Yes, Sometimes We Do Want Them to Fail
There’s tough-love parenting, and then there’s just “tough luck, kid!” Wisconsin GOPSenate candidate Kevin Nicholson got a heaping helping of the latter last week when his Democrat parents each donated $2,700 — the maximum amount allowed by law — to support his opponent’s campaign. Which is bound to make Easter dinner exceptionally awkward.
But it got me thinking about the times I’ve rooted against my own kids, and whether it was the right thing to do. Since, you know, they’re not even Republicans.
For example, I recently found myself leaping into the air on the sidelines of a flag-football game screaming “YES! OH, MY GOD, YES!” as my quarterback son got sacked. By a girl. “Wrong team!” the other parents scolded me. “Yeah, but did you see that?” I bellowed. “She got him! That was fantastic!” No one had come close to sacking my elusive boy all season and then this determined chick — one of the few in the league — had zipped in out of nowhere and shut him down. Objectively, it was a beautiful thing, like watching Chloe Kim land back-to-back 1080s on the Olympic half-pipe. And it had to be celebrated.
I can’t be the only parent who’s ever cheered for a worthy opponent out of sheer admiration. And let’s face it: We all root for the adversaries during those tortuous moments when our kids’ teams are winning 38 to 3 and we’re trapped watching a field/court/diamond half full of demoralized children who have just decided that they hate this fricking game.
Just as often, though — and here’s where some will deem me monstrous — I root against my kids because I want them to fail.
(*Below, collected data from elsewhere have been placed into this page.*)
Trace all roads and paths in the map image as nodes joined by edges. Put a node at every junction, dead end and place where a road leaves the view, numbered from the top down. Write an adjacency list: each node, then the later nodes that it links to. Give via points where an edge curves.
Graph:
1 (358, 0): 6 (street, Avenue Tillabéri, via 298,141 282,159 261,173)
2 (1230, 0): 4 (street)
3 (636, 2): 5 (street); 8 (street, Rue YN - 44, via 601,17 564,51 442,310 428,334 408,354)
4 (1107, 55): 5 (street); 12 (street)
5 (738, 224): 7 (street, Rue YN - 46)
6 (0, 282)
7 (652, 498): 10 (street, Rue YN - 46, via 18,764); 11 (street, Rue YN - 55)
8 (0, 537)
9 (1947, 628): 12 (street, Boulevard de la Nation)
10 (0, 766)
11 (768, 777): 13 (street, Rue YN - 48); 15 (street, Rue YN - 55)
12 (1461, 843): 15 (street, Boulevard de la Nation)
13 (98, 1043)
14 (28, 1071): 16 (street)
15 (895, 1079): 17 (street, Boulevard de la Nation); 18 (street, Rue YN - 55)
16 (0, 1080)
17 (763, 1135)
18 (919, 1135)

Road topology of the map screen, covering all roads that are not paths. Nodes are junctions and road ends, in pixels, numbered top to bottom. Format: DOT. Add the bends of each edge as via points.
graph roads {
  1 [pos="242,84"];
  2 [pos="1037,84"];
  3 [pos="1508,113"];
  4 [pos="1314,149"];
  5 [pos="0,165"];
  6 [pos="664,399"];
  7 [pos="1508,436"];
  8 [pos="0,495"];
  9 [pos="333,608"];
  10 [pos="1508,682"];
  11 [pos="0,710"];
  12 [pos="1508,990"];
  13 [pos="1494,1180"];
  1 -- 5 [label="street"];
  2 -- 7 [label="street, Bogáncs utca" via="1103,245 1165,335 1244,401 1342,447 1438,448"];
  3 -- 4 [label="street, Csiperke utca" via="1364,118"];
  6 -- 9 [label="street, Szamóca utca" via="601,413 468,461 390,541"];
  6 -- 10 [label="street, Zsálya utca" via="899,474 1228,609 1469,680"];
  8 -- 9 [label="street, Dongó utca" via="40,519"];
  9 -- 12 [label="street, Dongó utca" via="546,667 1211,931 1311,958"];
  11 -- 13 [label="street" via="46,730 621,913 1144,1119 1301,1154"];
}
For one thing, failure imparts brilliant lessons. Pride springs from winning, but character grows out of losing, and if you don’t believe me, try playing cards with a brat whose parents always let him win. Spanx founder Sara Blakely, the self-made billionaire, often says in interviews that her dad used to ask her at the dinner table how she’d failed that week — and be disappointed if she had nothing to report. He encouraged her to try challenging new things without fear of failing and to go to focus on the outlook, and that liberating outlook gave her the moxie to build her booming business.
Similarly, there’s a Lee Pitts essay I like called “These Things I Wish for You,” written for his grandchildren. “I hope you learn humility by being humiliated, and that you learn honesty by being cheated,” he writes. “May you skin your knee climbing a mountain, burn your hand on a stove, and stick your tongue on a frozen flagpole.” Meanest grandpa ever? Maybe. His point: Only by living the full gamut of human experience can you truly appreciate life.
There’s one final reason I root against my kids — and it occurred to me tonight in my Pilates class as I was quivering, grimacing, and silently cursing the barky, merciless instructor. “I hate her. I hate her so much,” began the conversation in my own head. Come on, you don’t hate her. She’s trying to help you. “She’s Satan in spandex and she wants me to die.” Nonsense. She only wants you to hurt temporarily so you’ll be stronger tomorrow. And your butt will look better. Would Satan do that for you? “Ask me … when … this $%&ing plank … is over.”
I don’t enjoy seeing my kids laid low. But life’s going to knock ’em down plenty of times whether I like it or not. And I want them to learn how to fall while I’m watching so I can make sure they know how to stand back up. It’s practice is all.
I want them to hurt temporarily so they’ll be stronger tomorrow.
Unless they ever plan to run for office as Republicans. Then I want them to hurt tomorrow, too.